[Collected data]
↓↓↓

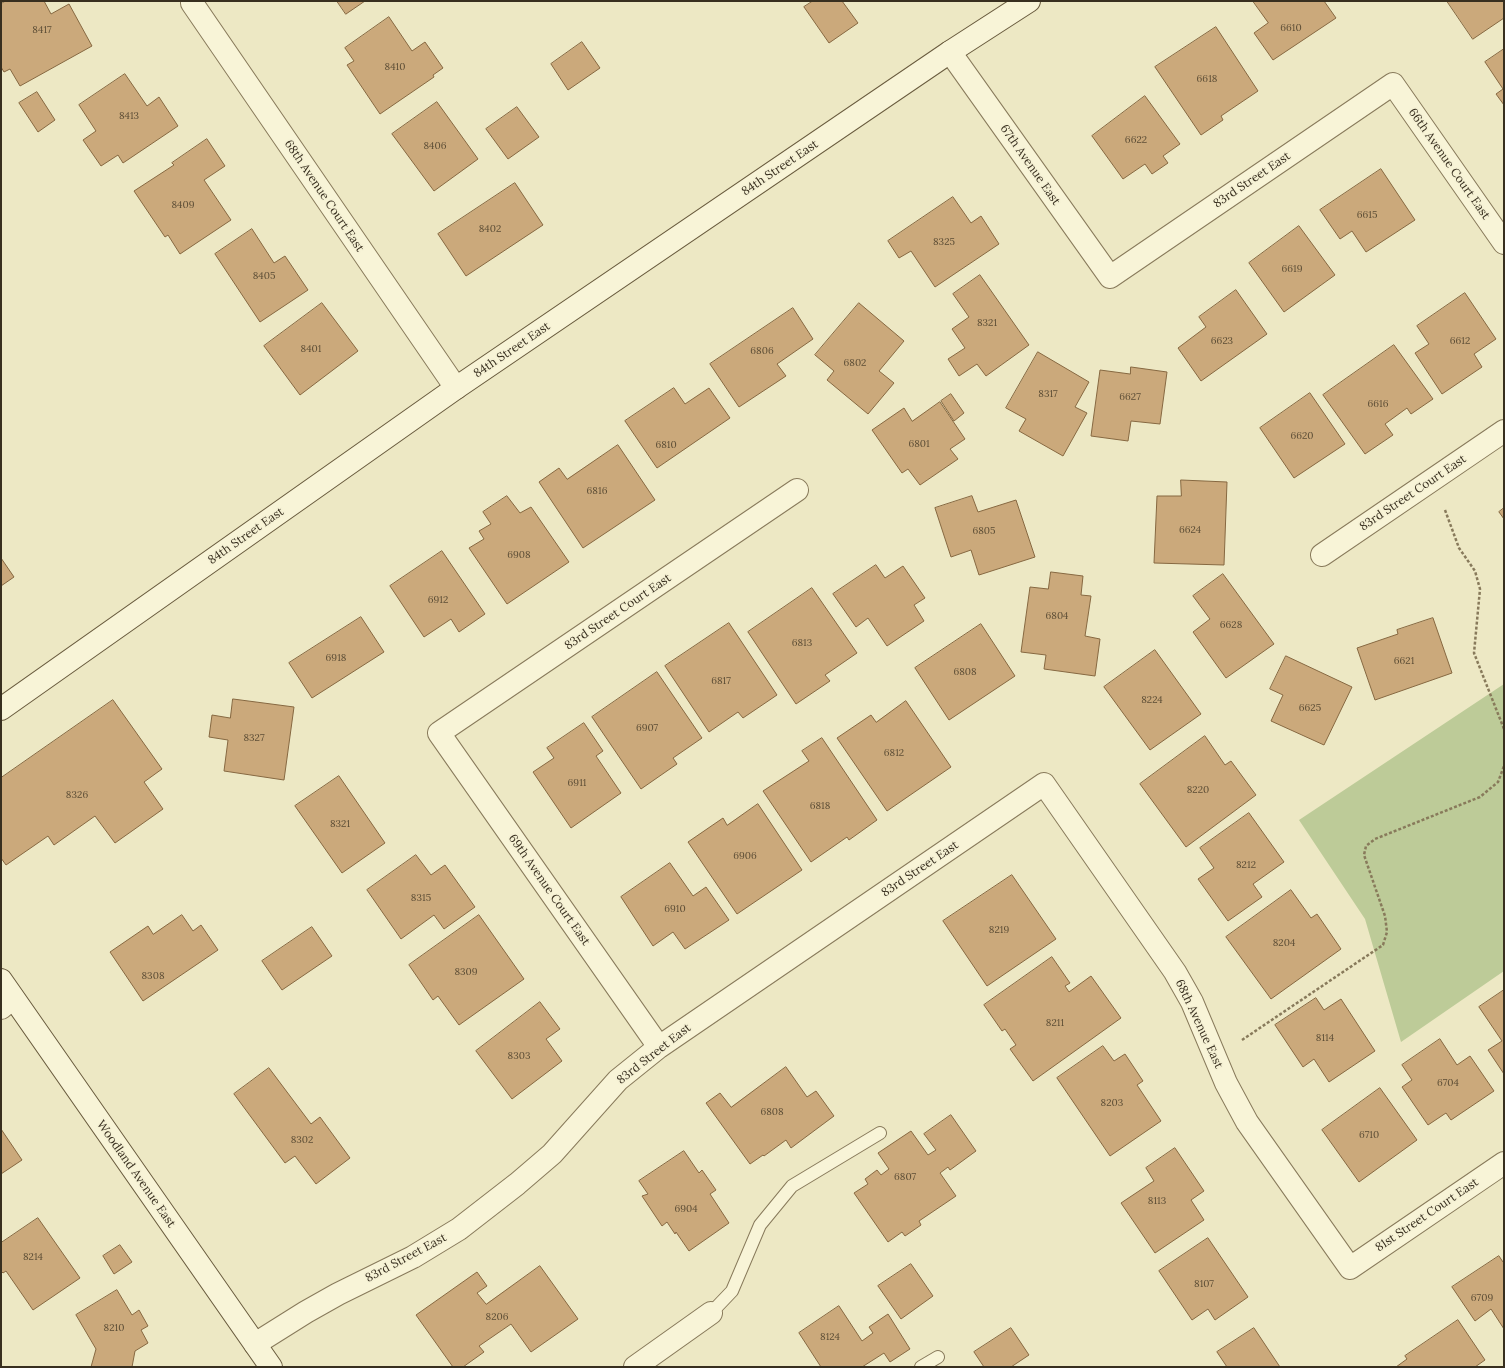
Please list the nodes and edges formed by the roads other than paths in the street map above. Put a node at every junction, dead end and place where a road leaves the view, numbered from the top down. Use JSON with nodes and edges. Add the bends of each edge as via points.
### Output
{"nodes":[{"id":1,"x":1029,"y":1,"type":"edge"},
{"id":2,"x":192,"y":3,"type":"dead end"},
{"id":3,"x":950,"y":52,"type":"junction"},
{"id":4,"x":1393,"y":84,"type":"joint"},
{"id":5,"x":1504,"y":243,"type":"edge"},
{"id":6,"x":1110,"y":277,"type":"joint"},
{"id":7,"x":456,"y":388,"type":"junction"},
{"id":8,"x":1504,"y":431,"type":"edge"},
{"id":9,"x":797,"y":490,"type":"dead end"},
{"id":10,"x":1322,"y":555,"type":"dead end"},
{"id":11,"x":1,"y":708,"type":"edge"},
{"id":12,"x":439,"y":733,"type":"joint"},
{"id":13,"x":1044,"y":784,"type":"joint"},
{"id":14,"x":1,"y":980,"type":"edge"},
{"id":15,"x":7,"y":1003,"type":"edge"},
{"id":16,"x":659,"y":1047,"type":"junction"},
{"id":17,"x":880,"y":1133,"type":"dead end"},
{"id":18,"x":1504,"y":1163,"type":"edge"},
{"id":19,"x":1350,"y":1268,"type":"joint"},
{"id":20,"x":711,"y":1313,"type":"joint"},
{"id":21,"x":255,"y":1344,"type":"junction"},
{"id":22,"x":938,"y":1357,"type":"dead end"},
{"id":23,"x":271,"y":1367,"type":"edge"},
{"id":24,"x":635,"y":1367,"type":"edge"},
{"id":25,"x":921,"y":1367,"type":"edge"}],
"edges":[{"from":1,"to":3,"type":"street","name":"84th Street East"},
{"from":2,"to":7,"type":"street","name":"68th Avenue Court East"},
{"from":3,"to":6,"type":"street","name":"67th Avenue East"},
{"from":3,"to":7,"type":"street","name":"84th Street East"},
{"from":4,"to":5,"type":"street","name":"66th Avenue Court East"},
{"from":4,"to":6,"type":"street","name":"83rd Street East"},
{"from":7,"to":11,"type":"street","name":"84th Street East"},
{"from":8,"to":10,"type":"street","name":"83rd Street Court East"},
{"from":9,"to":12,"type":"street","name":"83rd Street Court East"},
{"from":12,"to":16,"type":"street","name":"69th Avenue Court East"},
{"from":13,"to":16,"type":"street","name":"83rd Street East"},
{"from":13,"to":19,"type":"street","name":"68th Avenue East","via":[[1175,972],[1192,1002],[1226,1083],[1247,1122]]},
{"from":14,"to":15,"type":"street","name":"Woodland Avenue East"},
{"from":15,"to":21,"type":"street","name":"Woodland Avenue East"},
{"from":16,"to":21,"type":"street","name":"83rd Street East","via":[[618,1080],[552,1154],[459,1229],[413,1257],[318,1305]]},
{"from":17,"to":20,"type":"lane","via":[[792,1186],[760,1224],[732,1291]]},
{"from":18,"to":19,"type":"street","name":"81st Street Court East"},
{"from":20,"to":24,"type":"street"},
{"from":21,"to":23,"type":"street","name":"Woodland Avenue East"},
{"from":22,"to":25,"type":"lane"}]}
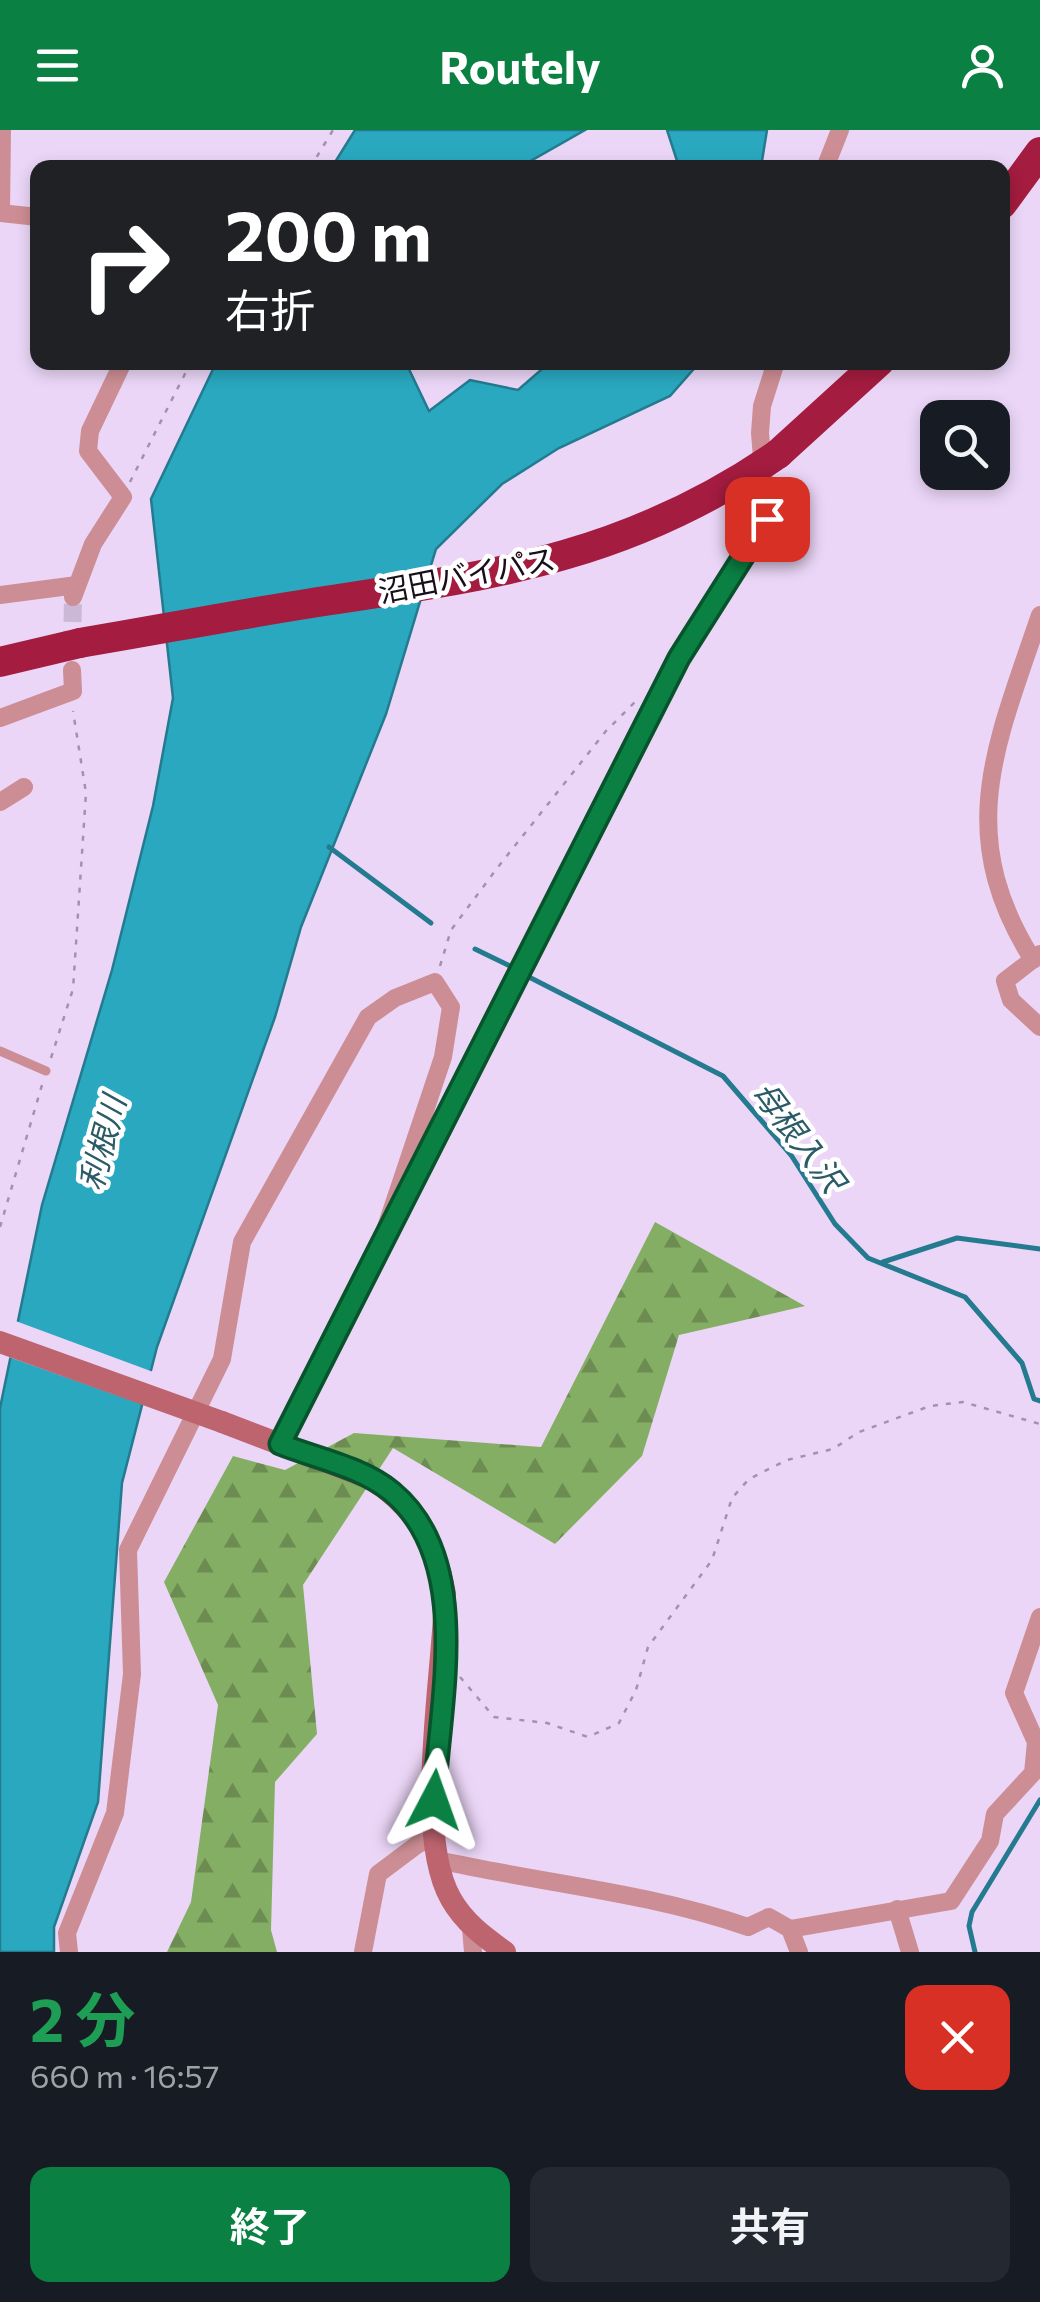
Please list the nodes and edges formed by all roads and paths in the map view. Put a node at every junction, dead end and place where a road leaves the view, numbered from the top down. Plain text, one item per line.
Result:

↑↑↑

Your instructions:
Set each line of the records down exactly, leaving every picture out.

Written response:
Please list the nodes and edges formed by the roads other than paths in the street map above. Put a node at every junction, dead end and place where a road leaves the view, numbered from the top down. Use JSON with nodes and edges. Add the bends of each edge as via points.
### Output
{"nodes":[{"id":1,"x":1029,"y":1,"type":"edge"},
{"id":2,"x":192,"y":3,"type":"dead end"},
{"id":3,"x":950,"y":52,"type":"junction"},
{"id":4,"x":1393,"y":84,"type":"joint"},
{"id":5,"x":1504,"y":243,"type":"edge"},
{"id":6,"x":1110,"y":277,"type":"joint"},
{"id":7,"x":456,"y":388,"type":"junction"},
{"id":8,"x":1504,"y":431,"type":"edge"},
{"id":9,"x":797,"y":490,"type":"dead end"},
{"id":10,"x":1322,"y":555,"type":"dead end"},
{"id":11,"x":1,"y":708,"type":"edge"},
{"id":12,"x":439,"y":733,"type":"joint"},
{"id":13,"x":1044,"y":784,"type":"joint"},
{"id":14,"x":1,"y":980,"type":"edge"},
{"id":15,"x":7,"y":1003,"type":"edge"},
{"id":16,"x":659,"y":1047,"type":"junction"},
{"id":17,"x":880,"y":1133,"type":"dead end"},
{"id":18,"x":1504,"y":1163,"type":"edge"},
{"id":19,"x":1350,"y":1268,"type":"joint"},
{"id":20,"x":711,"y":1313,"type":"joint"},
{"id":21,"x":255,"y":1344,"type":"junction"},
{"id":22,"x":938,"y":1357,"type":"dead end"},
{"id":23,"x":271,"y":1367,"type":"edge"},
{"id":24,"x":635,"y":1367,"type":"edge"},
{"id":25,"x":921,"y":1367,"type":"edge"}],
"edges":[{"from":1,"to":3,"type":"street","name":"84th Street East"},
{"from":2,"to":7,"type":"street","name":"68th Avenue Court East"},
{"from":3,"to":6,"type":"street","name":"67th Avenue East"},
{"from":3,"to":7,"type":"street","name":"84th Street East"},
{"from":4,"to":5,"type":"street","name":"66th Avenue Court East"},
{"from":4,"to":6,"type":"street","name":"83rd Street East"},
{"from":7,"to":11,"type":"street","name":"84th Street East"},
{"from":8,"to":10,"type":"street","name":"83rd Street Court East"},
{"from":9,"to":12,"type":"street","name":"83rd Street Court East"},
{"from":12,"to":16,"type":"street","name":"69th Avenue Court East"},
{"from":13,"to":16,"type":"street","name":"83rd Street East"},
{"from":13,"to":19,"type":"street","name":"68th Avenue East","via":[[1175,972],[1192,1002],[1226,1083],[1247,1122]]},
{"from":14,"to":15,"type":"street","name":"Woodland Avenue East"},
{"from":15,"to":21,"type":"street","name":"Woodland Avenue East"},
{"from":16,"to":21,"type":"street","name":"83rd Street East","via":[[618,1080],[552,1154],[459,1229],[413,1257],[318,1305]]},
{"from":17,"to":20,"type":"lane","via":[[792,1186],[760,1224],[732,1291]]},
{"from":18,"to":19,"type":"street","name":"81st Street Court East"},
{"from":20,"to":24,"type":"street"},
{"from":21,"to":23,"type":"street","name":"Woodland Avenue East"},
{"from":22,"to":25,"type":"lane"}]}
Please list the nodes and edges formed by all roads and paths in the map view. Put a node at every junction, dead end and place where a road leaves the view, numbered from the top down. Plain text, one item per line.
Result:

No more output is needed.